Vaccine development for COVID-19 is topic number one, and our collective hope for going back to “normal” dangle on that needle. The global race to market includes pharma’s heavy hitters like Pfizer, Johnson & Johnson, AstraZeneca, and Moderna, a Cambridge, Massachusetts-based company that displayed hopeful results in Phase-1 trials and just this week received another $472 million from the Biomedical Advanced Research and Development Authority (BARDA), a division with the National Institutes of Health (NIH). In all, Moderna has received $955 million from US government funding and is considered a top vaccine candidate for “Operation Warp Speed” the federal government’s oversight program for fast-paced vaccine identification and development. suny medical

Moderna’s approach uses messenger RNA (mRNA) to help the body immunize against the virus.
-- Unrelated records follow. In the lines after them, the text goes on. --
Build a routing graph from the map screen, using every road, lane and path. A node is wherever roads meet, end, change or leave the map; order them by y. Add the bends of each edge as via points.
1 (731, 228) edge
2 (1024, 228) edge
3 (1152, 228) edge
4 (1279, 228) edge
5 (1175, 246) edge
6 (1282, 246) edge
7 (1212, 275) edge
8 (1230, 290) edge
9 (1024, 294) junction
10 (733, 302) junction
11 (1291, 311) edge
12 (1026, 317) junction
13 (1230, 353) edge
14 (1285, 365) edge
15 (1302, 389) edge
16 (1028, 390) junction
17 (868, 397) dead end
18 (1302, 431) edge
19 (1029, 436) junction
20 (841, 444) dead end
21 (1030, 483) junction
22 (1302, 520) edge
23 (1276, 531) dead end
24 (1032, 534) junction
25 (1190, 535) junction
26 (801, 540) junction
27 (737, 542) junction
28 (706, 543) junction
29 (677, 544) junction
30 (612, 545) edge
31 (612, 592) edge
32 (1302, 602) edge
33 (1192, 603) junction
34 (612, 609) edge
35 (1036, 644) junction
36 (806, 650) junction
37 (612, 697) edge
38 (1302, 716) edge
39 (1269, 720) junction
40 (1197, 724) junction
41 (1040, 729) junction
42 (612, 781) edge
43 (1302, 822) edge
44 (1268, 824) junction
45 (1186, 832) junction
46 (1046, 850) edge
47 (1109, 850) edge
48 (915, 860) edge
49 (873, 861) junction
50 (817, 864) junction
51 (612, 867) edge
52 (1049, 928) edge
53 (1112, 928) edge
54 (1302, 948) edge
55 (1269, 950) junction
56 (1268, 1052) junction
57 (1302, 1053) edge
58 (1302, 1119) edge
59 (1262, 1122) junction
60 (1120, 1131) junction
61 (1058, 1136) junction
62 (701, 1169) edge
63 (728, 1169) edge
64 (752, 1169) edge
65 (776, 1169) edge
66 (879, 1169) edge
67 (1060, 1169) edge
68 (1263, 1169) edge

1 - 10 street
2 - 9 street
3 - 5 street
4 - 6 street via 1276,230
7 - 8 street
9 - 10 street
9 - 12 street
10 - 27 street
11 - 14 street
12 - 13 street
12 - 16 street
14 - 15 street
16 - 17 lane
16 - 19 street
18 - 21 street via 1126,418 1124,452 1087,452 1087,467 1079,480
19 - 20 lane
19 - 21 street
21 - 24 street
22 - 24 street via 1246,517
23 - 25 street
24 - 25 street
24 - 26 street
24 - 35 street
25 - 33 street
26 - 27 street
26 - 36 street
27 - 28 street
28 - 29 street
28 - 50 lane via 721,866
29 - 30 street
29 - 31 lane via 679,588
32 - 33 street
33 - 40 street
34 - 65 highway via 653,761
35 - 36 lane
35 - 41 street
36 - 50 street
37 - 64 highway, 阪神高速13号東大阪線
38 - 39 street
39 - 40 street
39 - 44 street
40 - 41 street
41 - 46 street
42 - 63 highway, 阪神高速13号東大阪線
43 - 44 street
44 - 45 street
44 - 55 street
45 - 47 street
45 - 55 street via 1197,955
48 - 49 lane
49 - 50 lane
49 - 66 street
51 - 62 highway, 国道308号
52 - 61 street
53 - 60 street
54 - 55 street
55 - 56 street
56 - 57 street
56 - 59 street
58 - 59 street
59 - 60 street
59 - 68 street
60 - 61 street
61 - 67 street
This type of treatment can be developed and manufactured faster than typical vaccines, which, in theory, supports the recent assertion made by the company that they could deliver 500 million doses per year by 2021.
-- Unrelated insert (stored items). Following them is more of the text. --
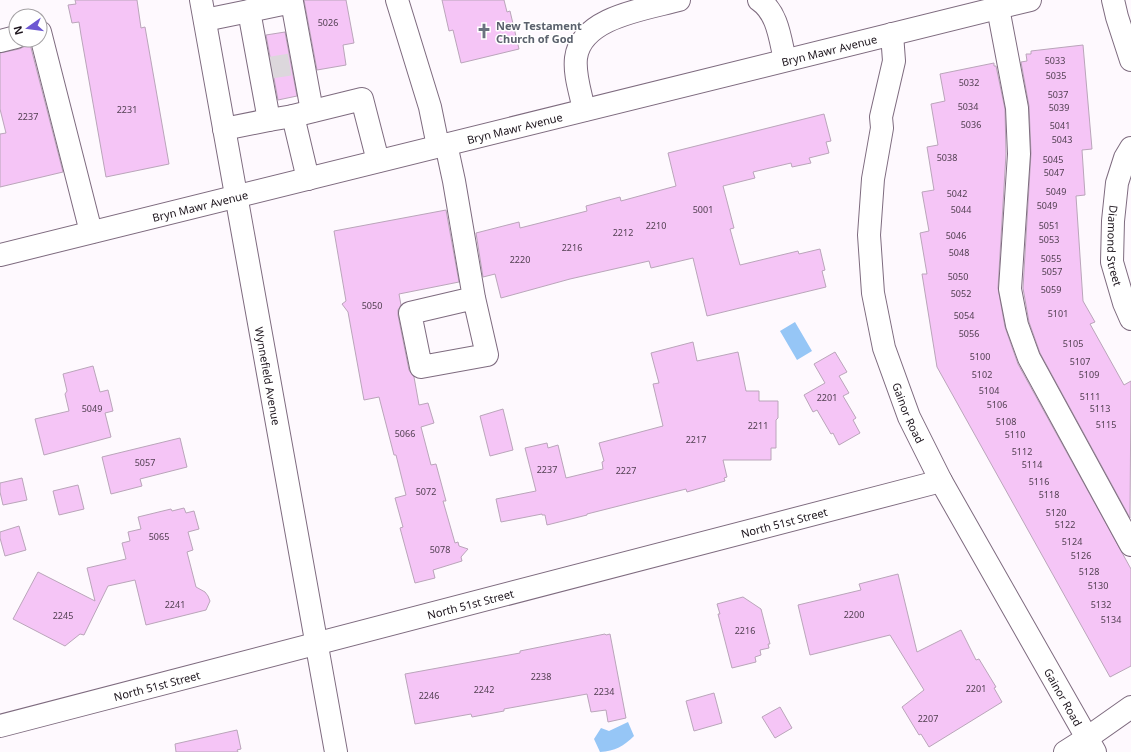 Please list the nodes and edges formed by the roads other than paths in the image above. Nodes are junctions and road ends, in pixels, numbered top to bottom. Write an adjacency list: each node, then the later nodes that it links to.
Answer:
1 (398, 0): 18 (street)
2 (679, 0): 14 (street)
3 (759, 0): 12 (street)
4 (1030, 0): 6 (street, Bryn Mawr Avenue)
5 (1113, 0): 13 (street)
6 (998, 8): 7 (street, Bryn Mawr Avenue); 28 (street)
7 (950, 9): 10 (street, Bryn Mawr Avenue)
8 (203, 10): 9 (street); 17 (street, Wynnefield Avenue)
9 (248, 10): 15 (street); 16 (street)
10 (892, 34): 12 (street, Bryn Mawr Avenue); 27 (street, Gainor Road)
11 (44, 48): 23 (street)
12 (785, 60): 14 (street, Bryn Mawr Avenue)
13 (1131, 60)
14 (584, 110): 18 (street, Bryn Mawr Avenue)
15 (302, 114): 16 (street); 20 (street); 21 (street)
16 (269, 120): 17 (street)
17 (224, 130): 22 (street, Wynnefield Avenue)
18 (442, 145): 20 (street, Bryn Mawr Avenue); 25 (street)
19 (1131, 148): 26 (street, Diamond Street)
20 (378, 161): 21 (street, Bryn Mawr Avenue)
21 (308, 179): 22 (street, Bryn Mawr Avenue)
22 (236, 197): 23 (street, Bryn Mawr Avenue); 29 (street, Wynnefield Avenue)
23 (91, 232): 24 (street, Bryn Mawr Avenue)
24 (0, 255)
25 (474, 298)
26 (1131, 319)
27 (941, 481): 29 (street, North 51st Street); 32 (street, Gainor Road)
28 (1131, 545)
29 (317, 644): 31 (street, North 51st Street); 33 (street, Wynnefield Avenue)
30 (1131, 707): 32 (street)
31 (0, 726)
32 (1091, 745): 34 (street)
33 (336, 752)
34 (1065, 752)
Other leading contenders like AstraZeneca, in partnership with Oxford University, has a vaccine in the third and last stage of human trials, and Bill Gates’ South Korean firm SK Bioscience promoted the capability of producing 200 million COVID-19 vaccine kits by June 2021.

Too Fast, Too Soon?

The acceleration of these complex vaccine development programs during a highly politicized global pandemic has some scientists worried that the race to market is outweighing the critical and complicated development process which normally takes years, not months. According to Dr. Stephen Thomas, Chief of Infectious Diseases and Director of Global Health and Translational Sciences at SUNY Upstate Medical University, “the entire [vaccine development] process can take up to 10 years, sometimes longer … even in times of a public health emergency, it can be difficult to advance a vaccine from concept to the marketplace. I played key roles in developing candidate vaccines for Ebola, MERS-CoV, and Zika, and despite the suffering caused by these diseases, despite their international focus, and despite considerable investment from governments and the pharmaceutical industry, only one of those vaccines (Ebola) has been licensed.”
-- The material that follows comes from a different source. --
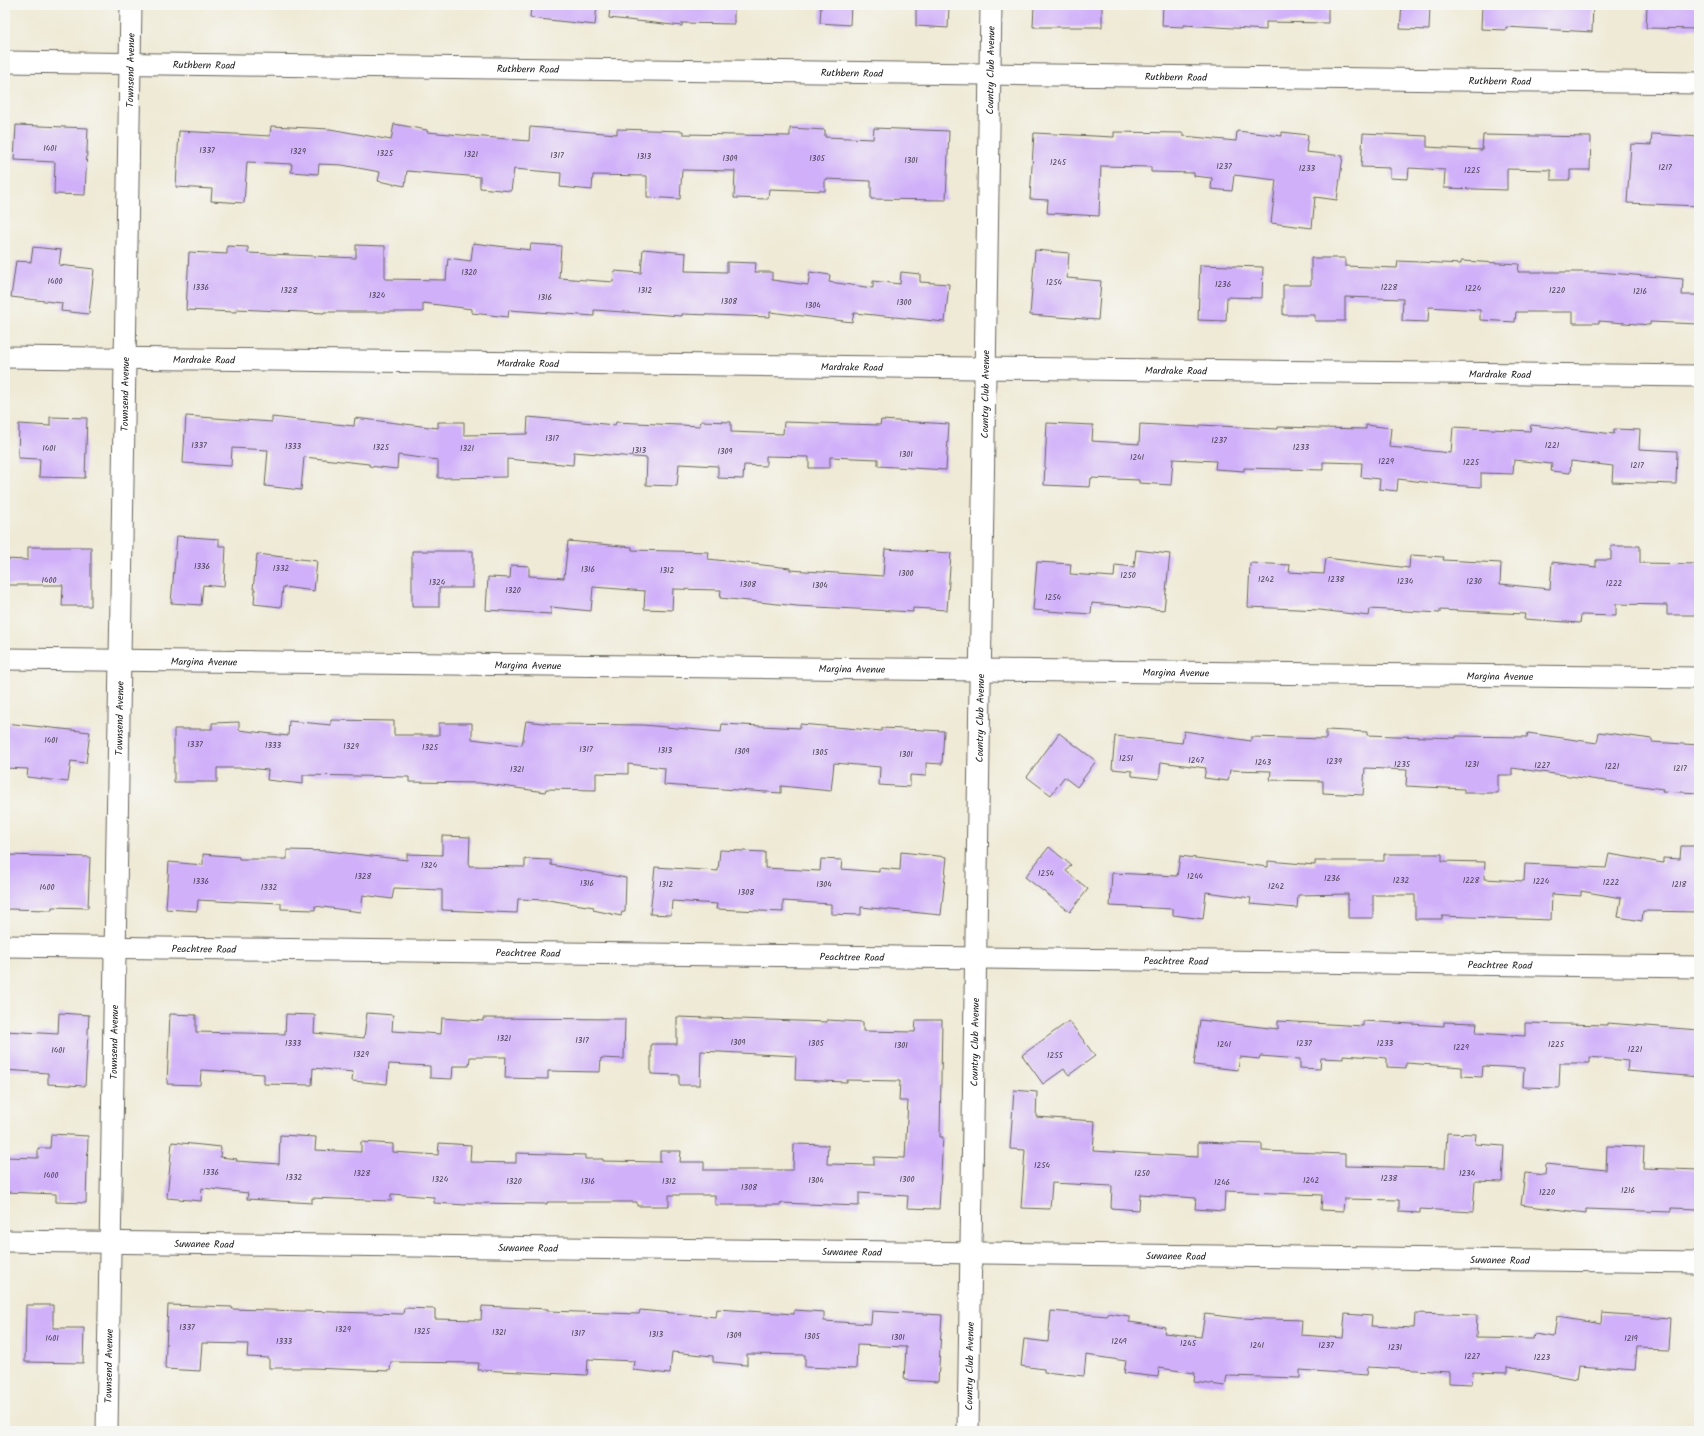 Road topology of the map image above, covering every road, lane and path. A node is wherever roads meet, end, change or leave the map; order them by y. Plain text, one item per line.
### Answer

Moderna’s newer approach may be a departure from what many within the medical community deem “tried and true” processes for vaccine development, but the company has an important ally in Dr. Anthony Fauci, Director of NIH since 1984 and considered the country’s leading infectious disease expert. Fauci is working with Moderna for the final round of clinical trials and he has expressed cautious optimism of the progress. Phase-3 trials are slated to start this week and 30,000 enrollees are expected to receive the treatment at 100 sites around the nation. With this critical phase of development underway, Dr. Fauci has repeatedly stressed the importance of a widespread campaign to promote vaccine education. “If we get a widespread uptake of the vaccine, we can put an end to the pandemic and we can create a veil of immunity that could prevent the infection from coming back.”

Vaccine Skepticism

VIGILINT has covered the rise in vaccine-preventable diseases in recent years, linking the anti-vaxxers movement as a critical component to the resurgence of measles in Europe and in small outbreaks within the United States. Vaccine skepticism is nothing new, and it can be more pronounced in certain ethnic and religious groups. A late-May poll conducted by the Associated Press and the University of Chicago shows that the opposition against a near-future COVID-19 vaccine goes beyond the anti-vaxxers niche, and crosses all racial, religious, and socioeconomic lines, as 50% of Americans said that they are either hesitant or that they will not take a COVID-19 vaccine.

Apprehension can be partly attributed to the speed of which these drugs are being developed and the perspective (evidence notwithstanding) that due diligence must somehow be getting circumvented at the expense of going to market before the end of 2020.

Dr. Eric Ossmann, VIGLINT’s Chief Medical Officer, acknowledged the herculean effort that has resulted in multiple viable vaccine candidates, and like Dr. Fauci, expressed cautious optimism of Moderna’s results while underscoring the importance of transparent communication for vaccine education. “Individuals are overwhelmed by the sheer magnitude of COVID-19 information, and often distrust the data. We are finding that the onus of trust lies more and more in the employer to employee relationship, as there is the same line of interest there. Protect each other and the community – and protect the business.” VIGILINT works with companies to develop COVID-19 mitigation strategies and COVID-19 education programs that could help dispel vaccine skepticism and promote community wellness.